* **Exercise requirements**
Only the text of the entries below should be returned, exactly as given, without pictures.

(Material shown begins)

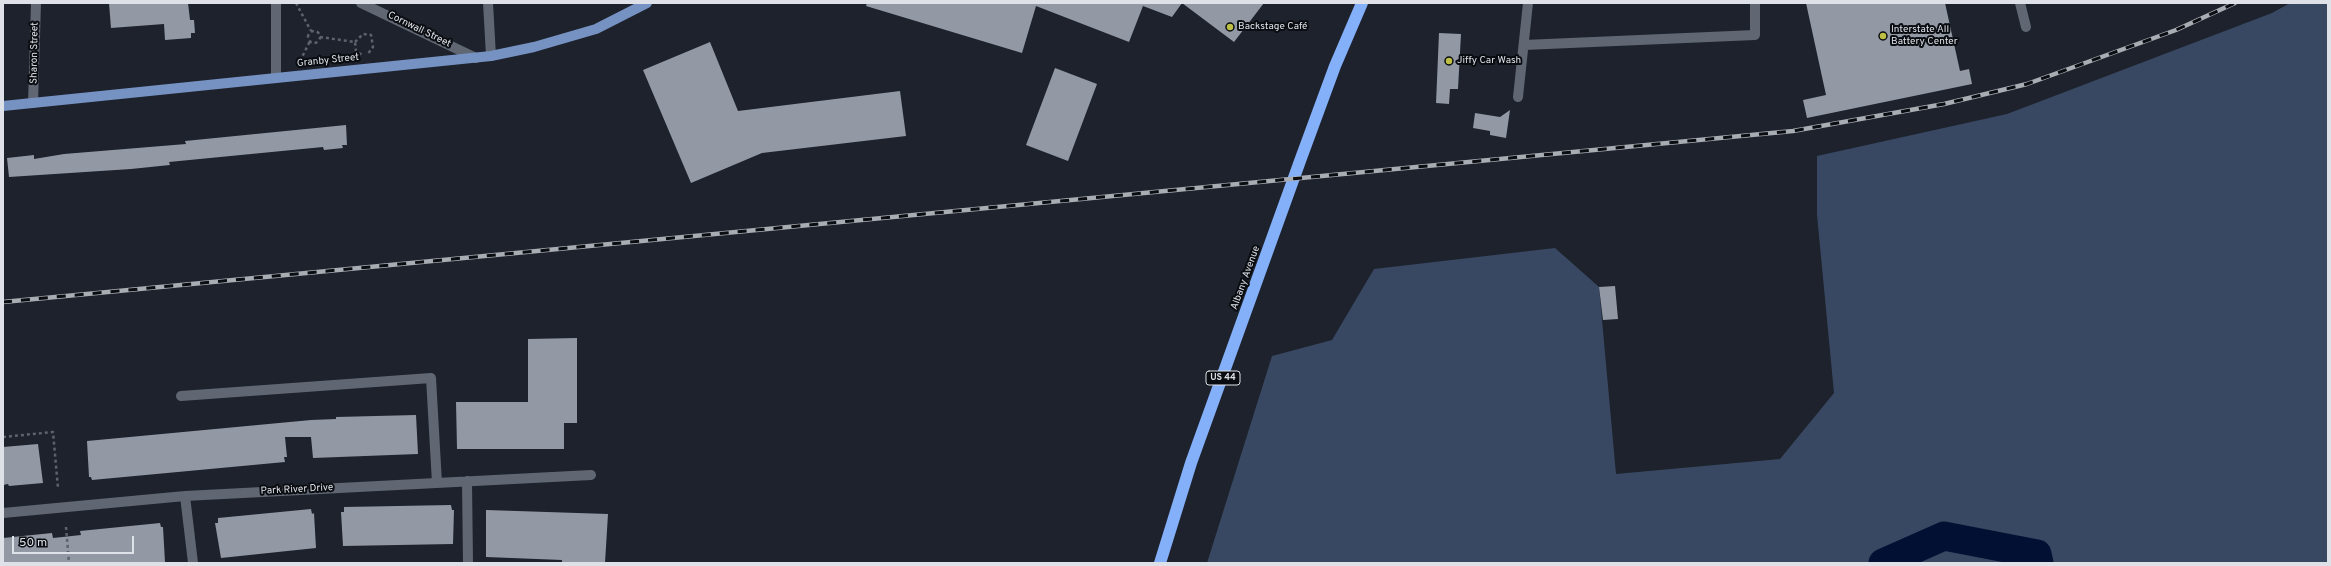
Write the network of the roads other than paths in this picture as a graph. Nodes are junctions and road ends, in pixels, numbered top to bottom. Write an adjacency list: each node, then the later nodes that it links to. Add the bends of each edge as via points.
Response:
1 (36, 3): 16 (street, Sharon Street)
2 (276, 3): 14 (street)
3 (361, 3): 13 (street, Cornwall Street)
4 (488, 3): 12 (street)
5 (647, 3): 12 (main road, Granby Street, via 596,29)
6 (1362, 3): 26 (highway, Albany Avenue / US 44, via 1335,66 1300,161 1191,464)
7 (1528, 3): 11 (street)
8 (1755, 3): 11 (street, via 1754,35)
9 (2020, 3): 10 (street)
10 (2026, 27)
11 (1524, 45): 15 (street)
12 (491, 56): 13 (main road, Granby Street)
13 (476, 58): 14 (main road, Granby Street)
14 (276, 78): 16 (main road, Granby Street)
15 (1518, 97)
16 (34, 103): 17 (main road, Granby Street)
17 (3, 106)
18 (181, 396): 21 (street, via 431,378)
19 (591, 475): 20 (street, Park River Drive)
20 (467, 481): 21 (street, Park River Drive); 25 (street)
21 (437, 483): 22 (street, Park River Drive)
22 (186, 496): 23 (street, Park River Drive); 24 (street)
23 (3, 513)
24 (193, 563)
25 (468, 563)
26 (1160, 563)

(Material shown ends)

* **Result**
Write the network of the roads other than paths in this picture as a graph. Nodes are junctions and road ends, in pixels, numbered top to bottom. Write an adjacency list: each node, then the later nodes that it links to. Add the bends of each edge as via points.
Response:
1 (36, 3): 16 (street, Sharon Street)
2 (276, 3): 14 (street)
3 (361, 3): 13 (street, Cornwall Street)
4 (488, 3): 12 (street)
5 (647, 3): 12 (main road, Granby Street, via 596,29)
6 (1362, 3): 26 (highway, Albany Avenue / US 44, via 1335,66 1300,161 1191,464)
7 (1528, 3): 11 (street)
8 (1755, 3): 11 (street, via 1754,35)
9 (2020, 3): 10 (street)
10 (2026, 27)
11 (1524, 45): 15 (street)
12 (491, 56): 13 (main road, Granby Street)
13 (476, 58): 14 (main road, Granby Street)
14 (276, 78): 16 (main road, Granby Street)
15 (1518, 97)
16 (34, 103): 17 (main road, Granby Street)
17 (3, 106)
18 (181, 396): 21 (street, via 431,378)
19 (591, 475): 20 (street, Park River Drive)
20 (467, 481): 21 (street, Park River Drive); 25 (street)
21 (437, 483): 22 (street, Park River Drive)
22 (186, 496): 23 (street, Park River Drive); 24 (street)
23 (3, 513)
24 (193, 563)
25 (468, 563)
26 (1160, 563)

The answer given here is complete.